### TASK DATA:
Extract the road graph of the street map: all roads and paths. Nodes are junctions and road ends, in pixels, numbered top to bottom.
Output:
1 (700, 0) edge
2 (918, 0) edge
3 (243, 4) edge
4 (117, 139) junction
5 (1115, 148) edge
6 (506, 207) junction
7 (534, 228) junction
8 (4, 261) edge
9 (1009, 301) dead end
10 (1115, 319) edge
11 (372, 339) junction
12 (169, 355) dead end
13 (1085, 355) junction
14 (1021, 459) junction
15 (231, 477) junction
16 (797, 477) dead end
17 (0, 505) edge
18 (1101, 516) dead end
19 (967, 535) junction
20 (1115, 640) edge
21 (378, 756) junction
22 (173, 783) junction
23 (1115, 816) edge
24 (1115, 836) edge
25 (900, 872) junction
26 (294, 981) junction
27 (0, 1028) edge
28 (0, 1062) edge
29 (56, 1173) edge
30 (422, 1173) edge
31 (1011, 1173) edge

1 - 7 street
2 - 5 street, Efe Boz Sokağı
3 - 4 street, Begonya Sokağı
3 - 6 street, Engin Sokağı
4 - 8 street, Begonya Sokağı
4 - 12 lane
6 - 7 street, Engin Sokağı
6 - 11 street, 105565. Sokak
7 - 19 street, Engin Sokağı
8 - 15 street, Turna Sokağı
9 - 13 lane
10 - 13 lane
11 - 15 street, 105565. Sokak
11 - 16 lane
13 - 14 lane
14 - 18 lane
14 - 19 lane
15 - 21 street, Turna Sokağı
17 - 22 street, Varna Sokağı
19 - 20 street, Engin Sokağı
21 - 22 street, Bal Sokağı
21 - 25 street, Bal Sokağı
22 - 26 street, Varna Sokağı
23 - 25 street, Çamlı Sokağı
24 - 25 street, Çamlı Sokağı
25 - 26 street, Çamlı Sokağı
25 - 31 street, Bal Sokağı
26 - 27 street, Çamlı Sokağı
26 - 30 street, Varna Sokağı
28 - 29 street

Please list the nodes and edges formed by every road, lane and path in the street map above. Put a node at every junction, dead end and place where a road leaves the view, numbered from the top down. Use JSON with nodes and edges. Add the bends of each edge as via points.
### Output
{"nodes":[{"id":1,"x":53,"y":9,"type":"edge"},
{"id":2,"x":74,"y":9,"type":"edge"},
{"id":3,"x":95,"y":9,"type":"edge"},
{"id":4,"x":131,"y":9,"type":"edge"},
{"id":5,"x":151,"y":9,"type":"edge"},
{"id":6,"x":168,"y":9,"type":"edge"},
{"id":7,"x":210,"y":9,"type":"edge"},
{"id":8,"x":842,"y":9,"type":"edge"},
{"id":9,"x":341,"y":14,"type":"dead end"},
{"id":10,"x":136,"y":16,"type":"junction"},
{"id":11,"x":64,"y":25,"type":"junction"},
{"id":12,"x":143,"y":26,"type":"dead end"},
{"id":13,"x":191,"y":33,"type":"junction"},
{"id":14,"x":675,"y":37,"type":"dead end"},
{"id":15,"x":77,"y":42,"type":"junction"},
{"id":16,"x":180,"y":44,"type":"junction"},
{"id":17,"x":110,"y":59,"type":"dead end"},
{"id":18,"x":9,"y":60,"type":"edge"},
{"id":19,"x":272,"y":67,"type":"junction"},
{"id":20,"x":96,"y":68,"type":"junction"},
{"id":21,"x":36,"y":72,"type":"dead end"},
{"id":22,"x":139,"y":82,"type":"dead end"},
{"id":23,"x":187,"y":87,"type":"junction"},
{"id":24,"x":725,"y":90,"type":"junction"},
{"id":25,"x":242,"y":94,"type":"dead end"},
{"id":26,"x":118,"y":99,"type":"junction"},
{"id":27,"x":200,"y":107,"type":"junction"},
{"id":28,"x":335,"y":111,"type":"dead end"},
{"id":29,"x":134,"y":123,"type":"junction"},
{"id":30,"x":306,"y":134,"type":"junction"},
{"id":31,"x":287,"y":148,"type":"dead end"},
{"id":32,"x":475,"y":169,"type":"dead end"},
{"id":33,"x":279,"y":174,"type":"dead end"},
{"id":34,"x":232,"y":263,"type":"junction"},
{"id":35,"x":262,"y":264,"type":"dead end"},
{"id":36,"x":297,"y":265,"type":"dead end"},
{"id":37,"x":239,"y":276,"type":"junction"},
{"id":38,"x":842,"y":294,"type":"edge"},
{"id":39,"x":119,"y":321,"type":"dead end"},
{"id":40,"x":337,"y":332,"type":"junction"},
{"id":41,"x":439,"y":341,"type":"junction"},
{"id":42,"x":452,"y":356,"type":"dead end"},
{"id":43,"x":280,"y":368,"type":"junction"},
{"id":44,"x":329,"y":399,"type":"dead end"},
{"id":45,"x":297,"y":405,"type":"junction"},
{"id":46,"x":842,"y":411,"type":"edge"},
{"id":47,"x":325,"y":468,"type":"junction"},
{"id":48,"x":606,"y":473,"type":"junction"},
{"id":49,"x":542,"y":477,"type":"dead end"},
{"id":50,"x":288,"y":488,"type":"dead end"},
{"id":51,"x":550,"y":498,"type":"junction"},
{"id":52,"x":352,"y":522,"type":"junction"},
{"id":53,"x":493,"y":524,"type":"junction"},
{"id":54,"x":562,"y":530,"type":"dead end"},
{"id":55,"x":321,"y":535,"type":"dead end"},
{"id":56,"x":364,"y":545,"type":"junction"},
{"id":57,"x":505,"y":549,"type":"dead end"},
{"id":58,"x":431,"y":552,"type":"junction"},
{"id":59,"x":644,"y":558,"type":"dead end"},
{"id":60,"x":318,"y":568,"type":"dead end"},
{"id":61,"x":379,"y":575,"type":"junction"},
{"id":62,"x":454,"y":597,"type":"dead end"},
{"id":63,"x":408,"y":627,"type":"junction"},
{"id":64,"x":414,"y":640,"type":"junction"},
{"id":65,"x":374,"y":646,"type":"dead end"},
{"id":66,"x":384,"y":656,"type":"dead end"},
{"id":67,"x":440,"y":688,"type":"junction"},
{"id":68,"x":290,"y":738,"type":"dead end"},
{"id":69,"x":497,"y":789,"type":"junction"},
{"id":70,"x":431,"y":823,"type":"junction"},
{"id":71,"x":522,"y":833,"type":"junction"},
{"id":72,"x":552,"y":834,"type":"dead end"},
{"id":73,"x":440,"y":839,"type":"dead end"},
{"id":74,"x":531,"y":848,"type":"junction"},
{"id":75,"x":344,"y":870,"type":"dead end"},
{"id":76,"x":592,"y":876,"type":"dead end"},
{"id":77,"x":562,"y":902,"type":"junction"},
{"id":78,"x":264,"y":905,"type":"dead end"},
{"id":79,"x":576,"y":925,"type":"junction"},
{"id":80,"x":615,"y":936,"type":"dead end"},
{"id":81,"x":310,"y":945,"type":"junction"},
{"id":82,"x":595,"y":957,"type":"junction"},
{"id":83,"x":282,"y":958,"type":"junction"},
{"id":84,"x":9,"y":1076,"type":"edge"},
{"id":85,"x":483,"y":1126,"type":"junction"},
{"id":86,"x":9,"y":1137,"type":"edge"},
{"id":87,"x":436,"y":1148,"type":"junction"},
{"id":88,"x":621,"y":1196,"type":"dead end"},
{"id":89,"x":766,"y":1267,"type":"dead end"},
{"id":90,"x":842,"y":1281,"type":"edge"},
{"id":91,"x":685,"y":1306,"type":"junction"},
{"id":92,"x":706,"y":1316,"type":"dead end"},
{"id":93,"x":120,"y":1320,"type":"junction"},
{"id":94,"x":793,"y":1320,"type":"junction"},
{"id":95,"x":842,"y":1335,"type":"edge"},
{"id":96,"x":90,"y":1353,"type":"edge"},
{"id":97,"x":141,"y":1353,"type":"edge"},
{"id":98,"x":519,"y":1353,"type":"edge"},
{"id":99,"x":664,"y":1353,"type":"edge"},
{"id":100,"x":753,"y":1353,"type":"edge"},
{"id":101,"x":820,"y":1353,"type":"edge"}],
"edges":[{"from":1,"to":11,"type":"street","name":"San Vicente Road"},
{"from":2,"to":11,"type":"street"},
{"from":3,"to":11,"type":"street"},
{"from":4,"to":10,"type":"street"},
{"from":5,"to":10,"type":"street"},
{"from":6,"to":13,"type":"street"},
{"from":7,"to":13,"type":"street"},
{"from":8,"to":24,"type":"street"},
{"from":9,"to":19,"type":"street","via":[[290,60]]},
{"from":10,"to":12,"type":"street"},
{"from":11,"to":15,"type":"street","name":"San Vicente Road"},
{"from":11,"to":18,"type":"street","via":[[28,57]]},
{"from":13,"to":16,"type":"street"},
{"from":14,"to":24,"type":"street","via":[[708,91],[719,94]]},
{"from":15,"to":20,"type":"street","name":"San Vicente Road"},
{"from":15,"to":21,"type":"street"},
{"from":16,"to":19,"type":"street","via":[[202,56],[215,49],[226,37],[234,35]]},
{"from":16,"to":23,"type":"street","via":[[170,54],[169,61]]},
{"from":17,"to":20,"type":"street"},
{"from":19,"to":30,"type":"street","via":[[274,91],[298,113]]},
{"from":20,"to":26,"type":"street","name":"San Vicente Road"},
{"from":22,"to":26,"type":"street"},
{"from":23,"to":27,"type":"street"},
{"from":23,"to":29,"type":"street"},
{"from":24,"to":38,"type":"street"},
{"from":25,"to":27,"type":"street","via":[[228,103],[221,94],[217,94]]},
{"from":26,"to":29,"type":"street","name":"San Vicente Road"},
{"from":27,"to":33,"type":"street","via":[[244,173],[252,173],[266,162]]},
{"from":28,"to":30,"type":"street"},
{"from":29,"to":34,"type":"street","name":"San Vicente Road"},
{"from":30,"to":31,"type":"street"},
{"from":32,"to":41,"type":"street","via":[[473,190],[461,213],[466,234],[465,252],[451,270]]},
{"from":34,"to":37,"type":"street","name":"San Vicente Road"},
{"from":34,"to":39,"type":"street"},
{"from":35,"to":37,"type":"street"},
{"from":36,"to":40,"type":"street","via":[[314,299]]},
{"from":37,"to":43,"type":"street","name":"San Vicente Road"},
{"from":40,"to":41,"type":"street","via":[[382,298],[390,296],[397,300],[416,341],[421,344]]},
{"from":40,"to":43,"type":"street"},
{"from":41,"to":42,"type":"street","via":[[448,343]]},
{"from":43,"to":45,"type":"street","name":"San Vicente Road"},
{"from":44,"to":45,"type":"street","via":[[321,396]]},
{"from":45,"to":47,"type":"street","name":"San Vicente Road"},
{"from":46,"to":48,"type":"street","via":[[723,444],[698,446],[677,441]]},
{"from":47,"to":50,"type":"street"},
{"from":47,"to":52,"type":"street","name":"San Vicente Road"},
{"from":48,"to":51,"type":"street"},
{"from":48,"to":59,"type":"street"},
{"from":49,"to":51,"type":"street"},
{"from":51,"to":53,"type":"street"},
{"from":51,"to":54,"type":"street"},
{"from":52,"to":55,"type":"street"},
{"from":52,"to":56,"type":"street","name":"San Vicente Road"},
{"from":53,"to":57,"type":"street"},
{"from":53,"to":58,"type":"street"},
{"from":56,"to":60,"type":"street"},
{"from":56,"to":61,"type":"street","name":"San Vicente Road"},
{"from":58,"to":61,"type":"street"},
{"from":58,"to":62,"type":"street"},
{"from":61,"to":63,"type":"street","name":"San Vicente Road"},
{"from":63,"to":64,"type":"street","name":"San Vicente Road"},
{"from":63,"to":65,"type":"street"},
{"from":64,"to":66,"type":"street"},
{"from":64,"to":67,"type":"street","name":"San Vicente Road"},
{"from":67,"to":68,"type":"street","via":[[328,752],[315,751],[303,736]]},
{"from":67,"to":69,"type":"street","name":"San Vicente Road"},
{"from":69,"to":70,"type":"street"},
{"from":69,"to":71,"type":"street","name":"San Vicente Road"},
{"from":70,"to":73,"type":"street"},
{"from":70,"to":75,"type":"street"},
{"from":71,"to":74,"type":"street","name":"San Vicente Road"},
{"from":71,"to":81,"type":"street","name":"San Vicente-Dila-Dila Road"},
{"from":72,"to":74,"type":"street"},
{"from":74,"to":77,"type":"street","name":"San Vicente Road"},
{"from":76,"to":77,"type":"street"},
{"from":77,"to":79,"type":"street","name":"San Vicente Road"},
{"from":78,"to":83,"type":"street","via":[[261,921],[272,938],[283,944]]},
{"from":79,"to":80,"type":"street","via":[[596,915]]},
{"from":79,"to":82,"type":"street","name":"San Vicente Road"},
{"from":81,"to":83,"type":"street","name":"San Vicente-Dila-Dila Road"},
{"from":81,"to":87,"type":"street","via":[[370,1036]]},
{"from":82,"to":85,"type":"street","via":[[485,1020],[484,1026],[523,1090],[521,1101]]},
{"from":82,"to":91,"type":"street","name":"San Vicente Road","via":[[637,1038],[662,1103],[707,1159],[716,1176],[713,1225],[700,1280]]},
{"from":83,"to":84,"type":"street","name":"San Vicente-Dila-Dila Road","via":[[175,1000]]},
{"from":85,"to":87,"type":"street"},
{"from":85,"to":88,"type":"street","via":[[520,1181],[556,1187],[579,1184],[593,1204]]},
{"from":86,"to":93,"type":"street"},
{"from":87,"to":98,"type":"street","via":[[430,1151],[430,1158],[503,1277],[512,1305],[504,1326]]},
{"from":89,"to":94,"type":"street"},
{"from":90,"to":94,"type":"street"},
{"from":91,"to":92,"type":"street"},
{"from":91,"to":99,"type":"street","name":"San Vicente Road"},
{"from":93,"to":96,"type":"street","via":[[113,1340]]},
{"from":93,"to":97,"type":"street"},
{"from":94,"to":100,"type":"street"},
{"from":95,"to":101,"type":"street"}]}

### ABOUT THIS TASK:
Whenever a line of the records holds the string "Engin", pick it out and copy it.

### SOLUTION FOR THIS EXERCISE:
3 - 6 street, Engin Sokağı
6 - 7 street, Engin Sokağı
7 - 19 street, Engin Sokağı
19 - 20 street, Engin Sokağı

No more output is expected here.